Carney’s remarks are part of a planned speech with Finance Minister Philip Hammond, who is expected to talk about the dangers a no-deal Brexit could cause, one of which might be a vote for Scottish independence.
Hammond also wants to make sure London remains the leading financial district in the world, even after the U.K. separates from the European Union. One thing he wants to do right away is to enhance the coordination between financial regulators in the country.
“To remain a dominant player we in the U.K. must do what London’s markets have always done: evolve,” Hammond said.
Carney’s comments were part of a larger speech that discussed a major review of Britain’s future financial system, with the aim of cutting costs for customers and making it easier for smaller businesses to borrow money, as well as reducing compliance costs for banks.
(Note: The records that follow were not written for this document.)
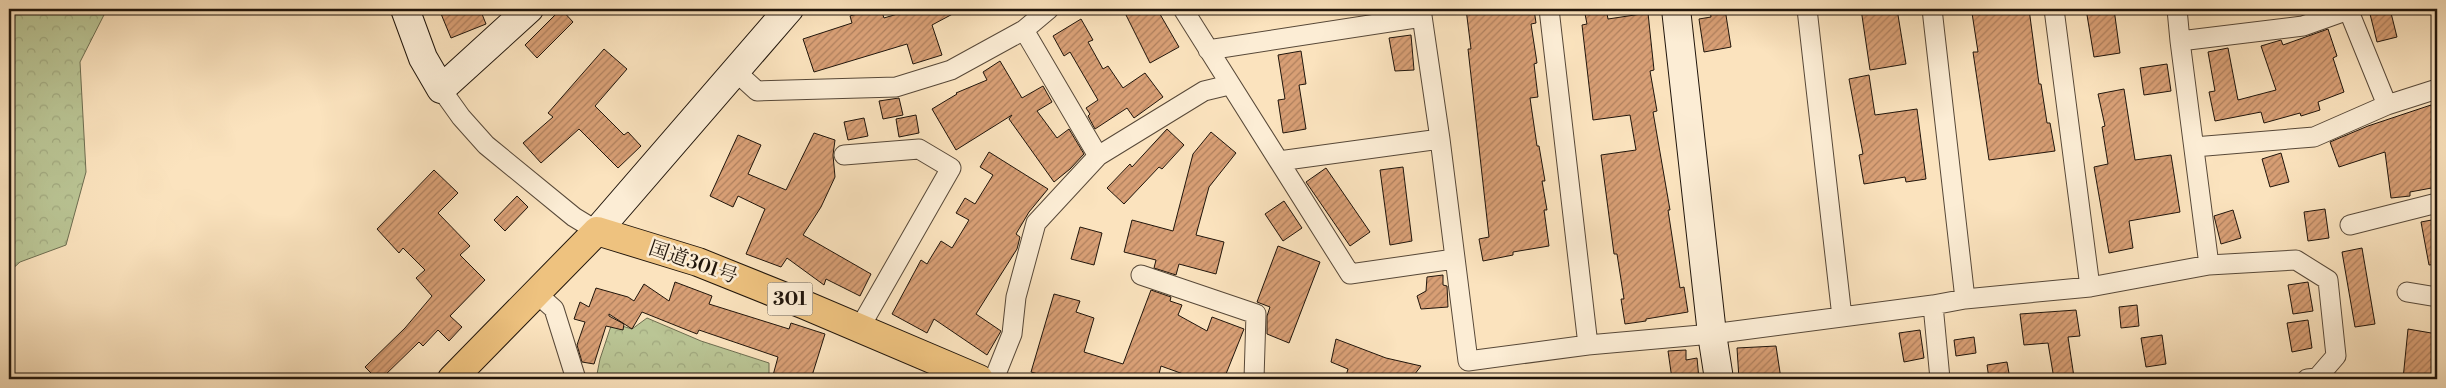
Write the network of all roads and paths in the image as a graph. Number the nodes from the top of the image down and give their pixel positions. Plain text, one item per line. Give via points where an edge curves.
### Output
1 (405, 9) edge
2 (529, 9) edge
3 (789, 9) edge
4 (1049, 9) edge
5 (1183, 9) edge
6 (1549, 9) edge
7 (1676, 9) edge
8 (1807, 9) edge
9 (1932, 9) edge
10 (2054, 9) edge
11 (2177, 9) edge
12 (2348, 9) edge
13 (1422, 13) edge
14 (1024, 30) junction
15 (2180, 41) junction
16 (1208, 50) junction
17 (735, 71) junction
18 (1229, 85) junction
19 (441, 88) junction
20 (2437, 89) edge
21 (2386, 105) junction
22 (1440, 139) junction
23 (2194, 147) junction
24 (844, 155) dead end
25 (1098, 156) junction
26 (1279, 161) junction
27 (2437, 203) edge
28 (2350, 225) dead end
29 (597, 231) junction
30 (1454, 259) junction
31 (2210, 265) junction
32 (1141, 275) dead end
33 (2090, 286) junction
34 (2408, 292) dead end
35 (536, 293) junction
36 (2437, 297) edge
37 (1965, 298) junction
38 (1933, 305) junction
39 (1842, 317) junction
40 (860, 329) junction
41 (1712, 334) junction
42 (1588, 345) junction
43 (452, 379) edge
44 (576, 379) edge
45 (979, 379) edge
46 (994, 379) edge
47 (1254, 379) edge
48 (1719, 379) edge
49 (1940, 379) edge
50 (2307, 379) edge

1 - 19 street via 423,58
2 - 19 street
3 - 17 street
4 - 14 street
5 - 16 street
6 - 42 street
7 - 41 street
8 - 39 street
9 - 37 street
10 - 33 street
11 - 15 street
12 - 15 street via 2303,26
12 - 21 street
13 - 16 street
13 - 22 street
14 - 17 street via 951,70 896,87 757,91
14 - 25 street
15 - 23 street
16 - 18 street
17 - 29 street
18 - 25 street via 1204,91
18 - 26 street
19 - 29 street via 486,145 574,217
20 - 21 street
21 - 23 street via 2314,137
22 - 26 street
22 - 30 street
23 - 31 street
24 - 40 street via 919,149 950,168
25 - 46 street via 1036,223 1016,297 1012,334
26 - 30 street via 1350,274
27 - 28 street
29 - 35 highway
29 - 40 highway, 国道301号 / 301 via 698,262
30 - 42 street via 1468,361
31 - 33 street
31 - 50 street via 2296,260 2328,280 2336,356 2317,378
32 - 47 street via 1256,314
33 - 37 street
34 - 36 street
35 - 43 highway
35 - 44 street via 554,308
37 - 38 street
38 - 39 street
38 - 49 street
39 - 41 street
40 - 45 highway, 国道301号 / 301
41 - 42 street
41 - 48 street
As for Libra, Carney said it needs to be watched closely and carefully. The cryptocurrency would have to meet stringent standards regarding protecting customers and also in terms of preventing money laundering. Also, he said, it would have to be actually open so “new users can join on equal terms.”
Carney also wants BOE, which allows a few non-banks to use its payment services, to be the first to let non-banks deposit money in it overnight, rather than relying on banks.
“Expanding access can improve the transmission of monetary policy and increase competition,” Carney said.
Carney also noted in published remarks, according to Coindesk, that consortia “propose to issue digital tokens that are fully backed by central bank money, allowing instant settlement." He noted that projects with distributed ledger technology (DLT) could unlock “billions of pounds in capital and liquidity.”
The BoE governor continued, “This could also plug into ‘tokenised assets’ — conventional securities also represented on blockchain — and smart contracts. This can drive efficiency and resilience in operational processes and reduce counterparty risks in the system, unlocking billions of pounds in capital and liquidity that can be put to more productive uses.”